**What the task asks:** Could you give the records below again exactly, without the pictures?
Segment Start: Study material
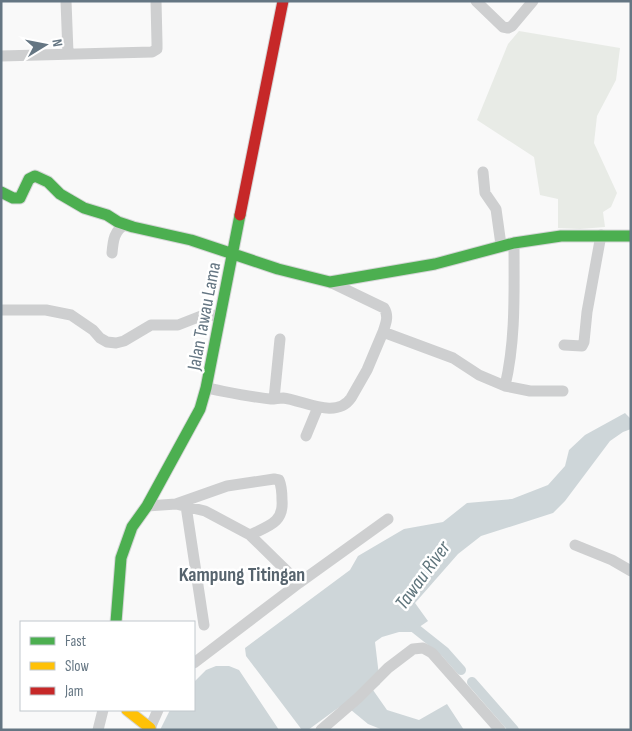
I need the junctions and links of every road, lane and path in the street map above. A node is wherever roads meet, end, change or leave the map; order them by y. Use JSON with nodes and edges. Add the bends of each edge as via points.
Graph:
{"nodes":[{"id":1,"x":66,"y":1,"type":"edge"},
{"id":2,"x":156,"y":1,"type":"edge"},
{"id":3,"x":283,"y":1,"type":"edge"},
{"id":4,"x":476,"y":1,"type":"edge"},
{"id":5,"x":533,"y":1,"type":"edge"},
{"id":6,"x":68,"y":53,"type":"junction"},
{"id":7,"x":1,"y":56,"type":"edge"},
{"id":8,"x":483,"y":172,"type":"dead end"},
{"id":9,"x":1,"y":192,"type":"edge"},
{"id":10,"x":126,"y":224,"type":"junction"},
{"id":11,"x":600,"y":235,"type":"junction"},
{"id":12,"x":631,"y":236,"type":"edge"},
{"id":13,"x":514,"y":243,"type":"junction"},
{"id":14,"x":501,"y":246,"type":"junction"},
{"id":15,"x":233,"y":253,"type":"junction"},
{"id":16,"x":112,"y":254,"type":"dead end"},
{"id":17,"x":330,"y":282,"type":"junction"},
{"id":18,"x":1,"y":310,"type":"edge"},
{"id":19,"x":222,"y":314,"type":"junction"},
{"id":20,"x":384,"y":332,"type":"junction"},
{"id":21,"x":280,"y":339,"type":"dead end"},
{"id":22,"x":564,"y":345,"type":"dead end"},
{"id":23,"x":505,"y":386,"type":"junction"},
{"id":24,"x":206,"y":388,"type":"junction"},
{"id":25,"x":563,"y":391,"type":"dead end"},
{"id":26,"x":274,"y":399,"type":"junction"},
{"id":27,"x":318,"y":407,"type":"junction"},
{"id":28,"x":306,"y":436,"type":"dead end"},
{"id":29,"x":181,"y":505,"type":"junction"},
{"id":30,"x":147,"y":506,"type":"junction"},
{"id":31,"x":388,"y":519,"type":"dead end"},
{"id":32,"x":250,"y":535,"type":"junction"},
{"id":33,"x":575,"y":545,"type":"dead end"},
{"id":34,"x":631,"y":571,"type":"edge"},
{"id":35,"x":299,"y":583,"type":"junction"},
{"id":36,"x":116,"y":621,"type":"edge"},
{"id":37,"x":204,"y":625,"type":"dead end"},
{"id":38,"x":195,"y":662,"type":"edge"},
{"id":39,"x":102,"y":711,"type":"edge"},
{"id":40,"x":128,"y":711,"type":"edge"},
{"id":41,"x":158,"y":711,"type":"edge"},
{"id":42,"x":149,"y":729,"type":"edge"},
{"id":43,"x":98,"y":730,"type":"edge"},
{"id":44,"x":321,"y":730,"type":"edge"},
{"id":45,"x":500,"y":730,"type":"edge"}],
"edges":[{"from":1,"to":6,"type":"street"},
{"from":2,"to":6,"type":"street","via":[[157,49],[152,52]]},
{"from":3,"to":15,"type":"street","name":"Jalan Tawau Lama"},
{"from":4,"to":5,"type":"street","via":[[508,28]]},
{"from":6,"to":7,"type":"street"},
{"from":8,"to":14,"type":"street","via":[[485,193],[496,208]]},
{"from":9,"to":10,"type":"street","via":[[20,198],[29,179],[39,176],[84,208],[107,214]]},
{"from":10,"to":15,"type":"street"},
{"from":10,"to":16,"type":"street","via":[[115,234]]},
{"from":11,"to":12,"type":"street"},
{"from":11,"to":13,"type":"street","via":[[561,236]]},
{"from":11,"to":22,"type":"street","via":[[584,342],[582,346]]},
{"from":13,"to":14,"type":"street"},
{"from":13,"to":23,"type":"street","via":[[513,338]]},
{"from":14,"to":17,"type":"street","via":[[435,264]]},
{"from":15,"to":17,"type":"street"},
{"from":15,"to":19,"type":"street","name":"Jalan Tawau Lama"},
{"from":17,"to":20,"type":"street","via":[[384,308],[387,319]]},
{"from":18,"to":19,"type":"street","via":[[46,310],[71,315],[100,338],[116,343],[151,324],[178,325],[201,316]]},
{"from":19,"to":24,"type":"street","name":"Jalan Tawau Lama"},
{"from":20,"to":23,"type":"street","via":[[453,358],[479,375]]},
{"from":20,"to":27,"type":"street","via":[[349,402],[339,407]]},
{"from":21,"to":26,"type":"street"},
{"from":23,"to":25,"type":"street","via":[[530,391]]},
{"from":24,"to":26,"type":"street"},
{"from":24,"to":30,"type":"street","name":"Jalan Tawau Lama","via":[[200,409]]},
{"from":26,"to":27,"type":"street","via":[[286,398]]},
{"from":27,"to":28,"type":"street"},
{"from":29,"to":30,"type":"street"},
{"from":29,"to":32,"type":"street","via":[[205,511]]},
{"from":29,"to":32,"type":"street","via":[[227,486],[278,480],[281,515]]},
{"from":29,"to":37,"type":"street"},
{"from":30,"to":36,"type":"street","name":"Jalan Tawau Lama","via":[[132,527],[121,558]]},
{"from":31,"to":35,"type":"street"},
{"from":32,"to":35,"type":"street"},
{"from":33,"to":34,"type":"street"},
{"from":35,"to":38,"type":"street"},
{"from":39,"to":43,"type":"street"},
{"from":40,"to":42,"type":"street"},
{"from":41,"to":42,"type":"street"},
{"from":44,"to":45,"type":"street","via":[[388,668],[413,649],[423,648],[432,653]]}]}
Segment End: Study material
**Answer space:**
I need the junctions and links of every road, lane and path in the street map above. A node is wherever roads meet, end, change or leave the map; order them by y. Use JSON with nodes and edges. Add the bends of each edge as via points.
Graph:
{"nodes":[{"id":1,"x":66,"y":1,"type":"edge"},
{"id":2,"x":156,"y":1,"type":"edge"},
{"id":3,"x":283,"y":1,"type":"edge"},
{"id":4,"x":476,"y":1,"type":"edge"},
{"id":5,"x":533,"y":1,"type":"edge"},
{"id":6,"x":68,"y":53,"type":"junction"},
{"id":7,"x":1,"y":56,"type":"edge"},
{"id":8,"x":483,"y":172,"type":"dead end"},
{"id":9,"x":1,"y":192,"type":"edge"},
{"id":10,"x":126,"y":224,"type":"junction"},
{"id":11,"x":600,"y":235,"type":"junction"},
{"id":12,"x":631,"y":236,"type":"edge"},
{"id":13,"x":514,"y":243,"type":"junction"},
{"id":14,"x":501,"y":246,"type":"junction"},
{"id":15,"x":233,"y":253,"type":"junction"},
{"id":16,"x":112,"y":254,"type":"dead end"},
{"id":17,"x":330,"y":282,"type":"junction"},
{"id":18,"x":1,"y":310,"type":"edge"},
{"id":19,"x":222,"y":314,"type":"junction"},
{"id":20,"x":384,"y":332,"type":"junction"},
{"id":21,"x":280,"y":339,"type":"dead end"},
{"id":22,"x":564,"y":345,"type":"dead end"},
{"id":23,"x":505,"y":386,"type":"junction"},
{"id":24,"x":206,"y":388,"type":"junction"},
{"id":25,"x":563,"y":391,"type":"dead end"},
{"id":26,"x":274,"y":399,"type":"junction"},
{"id":27,"x":318,"y":407,"type":"junction"},
{"id":28,"x":306,"y":436,"type":"dead end"},
{"id":29,"x":181,"y":505,"type":"junction"},
{"id":30,"x":147,"y":506,"type":"junction"},
{"id":31,"x":388,"y":519,"type":"dead end"},
{"id":32,"x":250,"y":535,"type":"junction"},
{"id":33,"x":575,"y":545,"type":"dead end"},
{"id":34,"x":631,"y":571,"type":"edge"},
{"id":35,"x":299,"y":583,"type":"junction"},
{"id":36,"x":116,"y":621,"type":"edge"},
{"id":37,"x":204,"y":625,"type":"dead end"},
{"id":38,"x":195,"y":662,"type":"edge"},
{"id":39,"x":102,"y":711,"type":"edge"},
{"id":40,"x":128,"y":711,"type":"edge"},
{"id":41,"x":158,"y":711,"type":"edge"},
{"id":42,"x":149,"y":729,"type":"edge"},
{"id":43,"x":98,"y":730,"type":"edge"},
{"id":44,"x":321,"y":730,"type":"edge"},
{"id":45,"x":500,"y":730,"type":"edge"}],
"edges":[{"from":1,"to":6,"type":"street"},
{"from":2,"to":6,"type":"street","via":[[157,49],[152,52]]},
{"from":3,"to":15,"type":"street","name":"Jalan Tawau Lama"},
{"from":4,"to":5,"type":"street","via":[[508,28]]},
{"from":6,"to":7,"type":"street"},
{"from":8,"to":14,"type":"street","via":[[485,193],[496,208]]},
{"from":9,"to":10,"type":"street","via":[[20,198],[29,179],[39,176],[84,208],[107,214]]},
{"from":10,"to":15,"type":"street"},
{"from":10,"to":16,"type":"street","via":[[115,234]]},
{"from":11,"to":12,"type":"street"},
{"from":11,"to":13,"type":"street","via":[[561,236]]},
{"from":11,"to":22,"type":"street","via":[[584,342],[582,346]]},
{"from":13,"to":14,"type":"street"},
{"from":13,"to":23,"type":"street","via":[[513,338]]},
{"from":14,"to":17,"type":"street","via":[[435,264]]},
{"from":15,"to":17,"type":"street"},
{"from":15,"to":19,"type":"street","name":"Jalan Tawau Lama"},
{"from":17,"to":20,"type":"street","via":[[384,308],[387,319]]},
{"from":18,"to":19,"type":"street","via":[[46,310],[71,315],[100,338],[116,343],[151,324],[178,325],[201,316]]},
{"from":19,"to":24,"type":"street","name":"Jalan Tawau Lama"},
{"from":20,"to":23,"type":"street","via":[[453,358],[479,375]]},
{"from":20,"to":27,"type":"street","via":[[349,402],[339,407]]},
{"from":21,"to":26,"type":"street"},
{"from":23,"to":25,"type":"street","via":[[530,391]]},
{"from":24,"to":26,"type":"street"},
{"from":24,"to":30,"type":"street","name":"Jalan Tawau Lama","via":[[200,409]]},
{"from":26,"to":27,"type":"street","via":[[286,398]]},
{"from":27,"to":28,"type":"street"},
{"from":29,"to":30,"type":"street"},
{"from":29,"to":32,"type":"street","via":[[205,511]]},
{"from":29,"to":32,"type":"street","via":[[227,486],[278,480],[281,515]]},
{"from":29,"to":37,"type":"street"},
{"from":30,"to":36,"type":"street","name":"Jalan Tawau Lama","via":[[132,527],[121,558]]},
{"from":31,"to":35,"type":"street"},
{"from":32,"to":35,"type":"street"},
{"from":33,"to":34,"type":"street"},
{"from":35,"to":38,"type":"street"},
{"from":39,"to":43,"type":"street"},
{"from":40,"to":42,"type":"street"},
{"from":41,"to":42,"type":"street"},
{"from":44,"to":45,"type":"street","via":[[388,668],[413,649],[423,648],[432,653]]}]}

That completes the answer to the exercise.